[Saved data entries]
****************************************

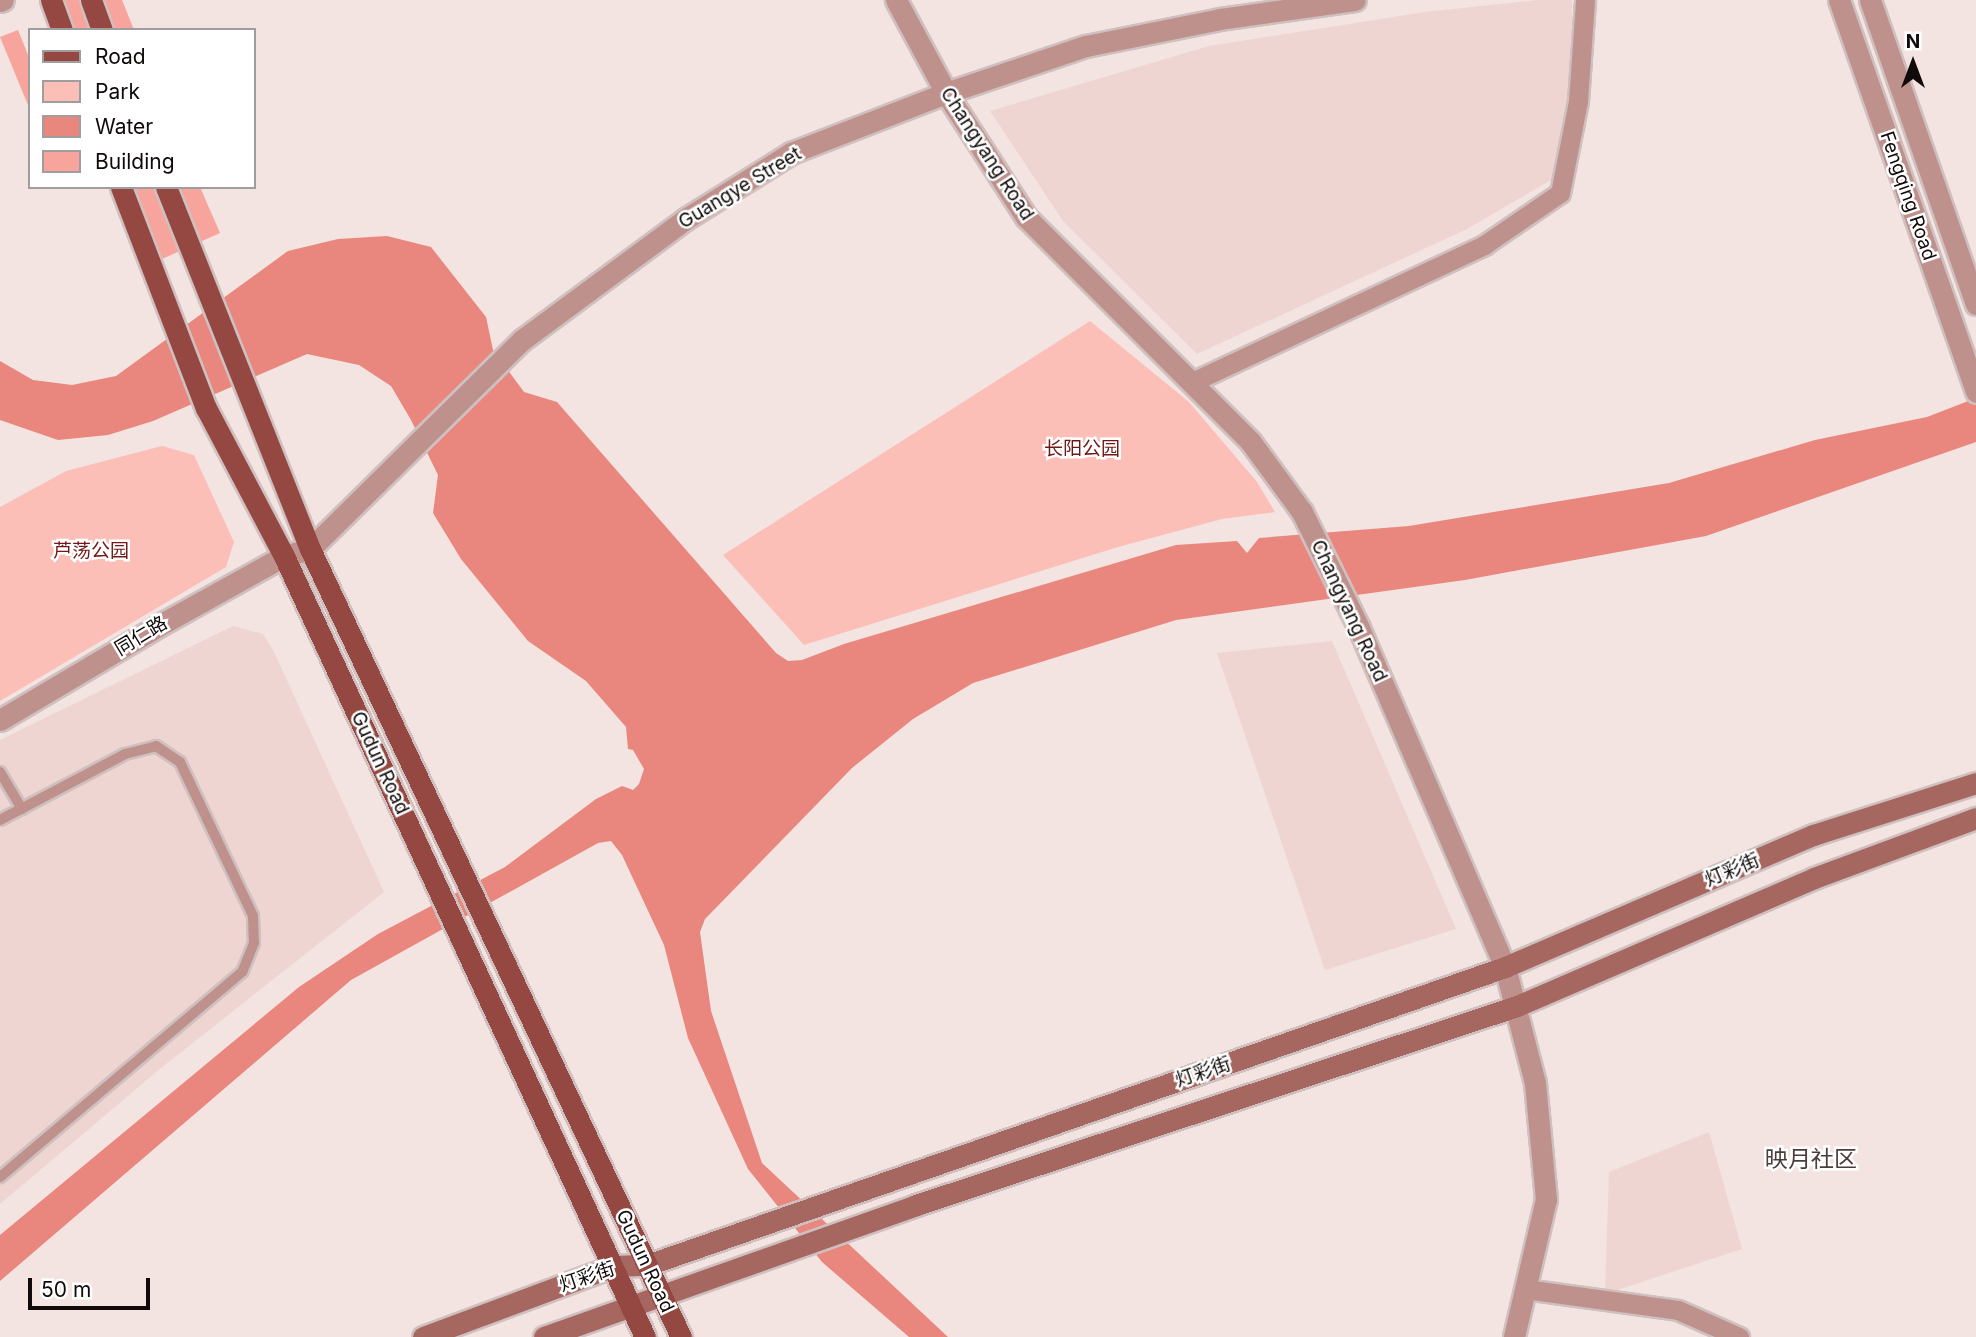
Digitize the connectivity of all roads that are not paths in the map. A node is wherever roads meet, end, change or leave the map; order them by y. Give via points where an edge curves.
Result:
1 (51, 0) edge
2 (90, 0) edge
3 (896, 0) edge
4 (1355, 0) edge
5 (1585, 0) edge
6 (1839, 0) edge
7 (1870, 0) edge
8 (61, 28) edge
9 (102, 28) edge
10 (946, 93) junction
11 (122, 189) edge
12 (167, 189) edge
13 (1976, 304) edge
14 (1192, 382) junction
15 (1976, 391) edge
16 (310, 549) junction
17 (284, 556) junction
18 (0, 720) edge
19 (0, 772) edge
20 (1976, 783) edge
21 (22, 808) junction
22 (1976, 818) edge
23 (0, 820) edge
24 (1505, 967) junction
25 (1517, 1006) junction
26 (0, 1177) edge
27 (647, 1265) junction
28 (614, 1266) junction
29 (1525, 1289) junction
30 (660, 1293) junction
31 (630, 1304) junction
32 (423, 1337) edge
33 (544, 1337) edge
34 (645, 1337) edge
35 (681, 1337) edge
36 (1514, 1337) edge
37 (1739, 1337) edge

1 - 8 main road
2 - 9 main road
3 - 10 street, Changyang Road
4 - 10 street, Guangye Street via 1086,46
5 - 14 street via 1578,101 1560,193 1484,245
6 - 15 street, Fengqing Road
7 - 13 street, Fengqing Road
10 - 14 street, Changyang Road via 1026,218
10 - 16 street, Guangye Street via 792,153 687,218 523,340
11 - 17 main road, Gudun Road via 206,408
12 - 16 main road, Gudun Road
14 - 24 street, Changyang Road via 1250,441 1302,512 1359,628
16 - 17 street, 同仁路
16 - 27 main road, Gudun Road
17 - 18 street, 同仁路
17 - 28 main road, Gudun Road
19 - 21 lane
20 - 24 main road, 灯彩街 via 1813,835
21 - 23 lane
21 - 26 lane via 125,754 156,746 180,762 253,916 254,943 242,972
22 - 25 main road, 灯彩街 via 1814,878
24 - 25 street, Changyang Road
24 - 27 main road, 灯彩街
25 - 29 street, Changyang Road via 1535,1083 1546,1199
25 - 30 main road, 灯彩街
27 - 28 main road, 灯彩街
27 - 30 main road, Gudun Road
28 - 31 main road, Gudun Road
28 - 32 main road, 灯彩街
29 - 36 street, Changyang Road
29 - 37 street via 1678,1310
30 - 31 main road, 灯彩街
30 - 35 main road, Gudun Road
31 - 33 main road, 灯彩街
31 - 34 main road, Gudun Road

****************************************

→ Work task: Above are the records. How many of their lines hold "Changyang"? Answer with the number alone.

→ The completed task: 6